# Having problems getting kittens to start feeding



## lottiepatch (May 1, 2008)

I have two 4 week and 4 day old kittens. They show no interest in trying any food or even kitten milk. Am I trying too early. They seem very bright and healthy, inquisitive too. Any tips on how you do it. Many thanks


----------



## Jeanie (Jun 18, 2003)

Just put some pureed food on your finger and if they don't lick it off, put some on their little lips! Within a day or two, put it in a dish and gently lead their chins down to the dish of pureed food. They will walk in it, lick it off each other, and make quite a mess, but within a few days, they'll learn; don't worry!


----------



## lottiepatch (May 1, 2008)

Thank you, I'll keep on trying!
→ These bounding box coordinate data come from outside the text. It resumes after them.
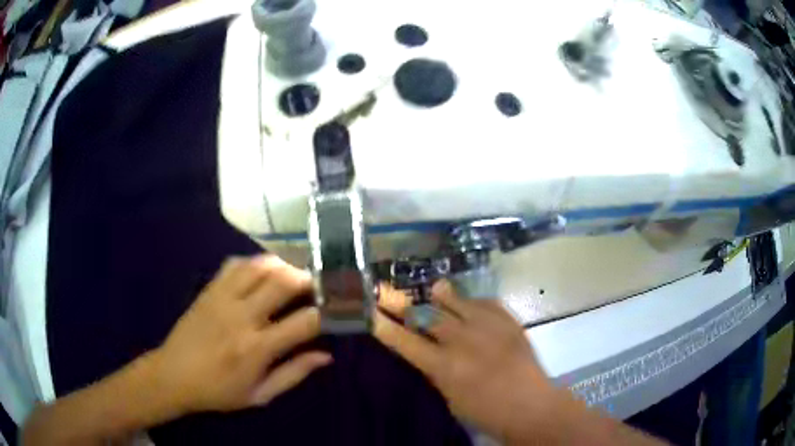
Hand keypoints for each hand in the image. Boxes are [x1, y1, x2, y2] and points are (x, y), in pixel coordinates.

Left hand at [148, 255, 330, 414]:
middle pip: (282, 282)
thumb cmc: (219, 391)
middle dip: (309, 277)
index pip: (303, 322)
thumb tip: (326, 355)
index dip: (328, 311)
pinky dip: (255, 262)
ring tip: (298, 271)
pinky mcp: (209, 289)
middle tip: (323, 281)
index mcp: (257, 348)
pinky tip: (264, 270)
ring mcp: (222, 298)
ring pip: (260, 266)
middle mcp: (241, 317)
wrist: (173, 375)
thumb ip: (294, 374)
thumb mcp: (260, 394)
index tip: (341, 307)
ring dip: (284, 264)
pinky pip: (235, 264)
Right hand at [374, 281, 554, 441]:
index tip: (369, 312)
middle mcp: (462, 340)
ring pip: (455, 300)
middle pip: (426, 314)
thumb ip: (436, 371)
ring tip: (434, 290)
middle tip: (389, 293)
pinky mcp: (507, 320)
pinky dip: (472, 302)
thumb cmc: (486, 411)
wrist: (530, 405)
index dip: (384, 326)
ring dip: (440, 296)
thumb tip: (425, 351)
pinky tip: (469, 304)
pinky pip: (483, 301)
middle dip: (403, 304)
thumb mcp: (450, 398)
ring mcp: (487, 326)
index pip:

They are clever in the fact that they have taught themselves to use the litter tray.


----------



## Trouble (Apr 22, 2008)

I've been getting mineto lap up milk from their bowls right now, and I'm gonna gradually shift to solid after they get used to it. They do get distracted really easy though.


----------



## Stephie (Feb 4, 2005)

There is no hard and fast rule with this, when Willow had her kittens I was in a complete panic becuase at 8 weeks I still couldn't tempt them with anything. I tried everything and eventually one of them decided to have a try of some fish I had boiled up for Willow and a few days later the others wanted a go. Funnily enough it was the smallest little girl in the litter who was the pioneer for solid food and once she started there was no stopping her. She made the funniest growly squeaks when she was eating and would batter the others if they came near the bowl. It really was the cutest thing. I wouldn't be too concerned at 4 weeks provided that they are still feeding well from Mum and that Mum is happy about that and eating enough herself.


----------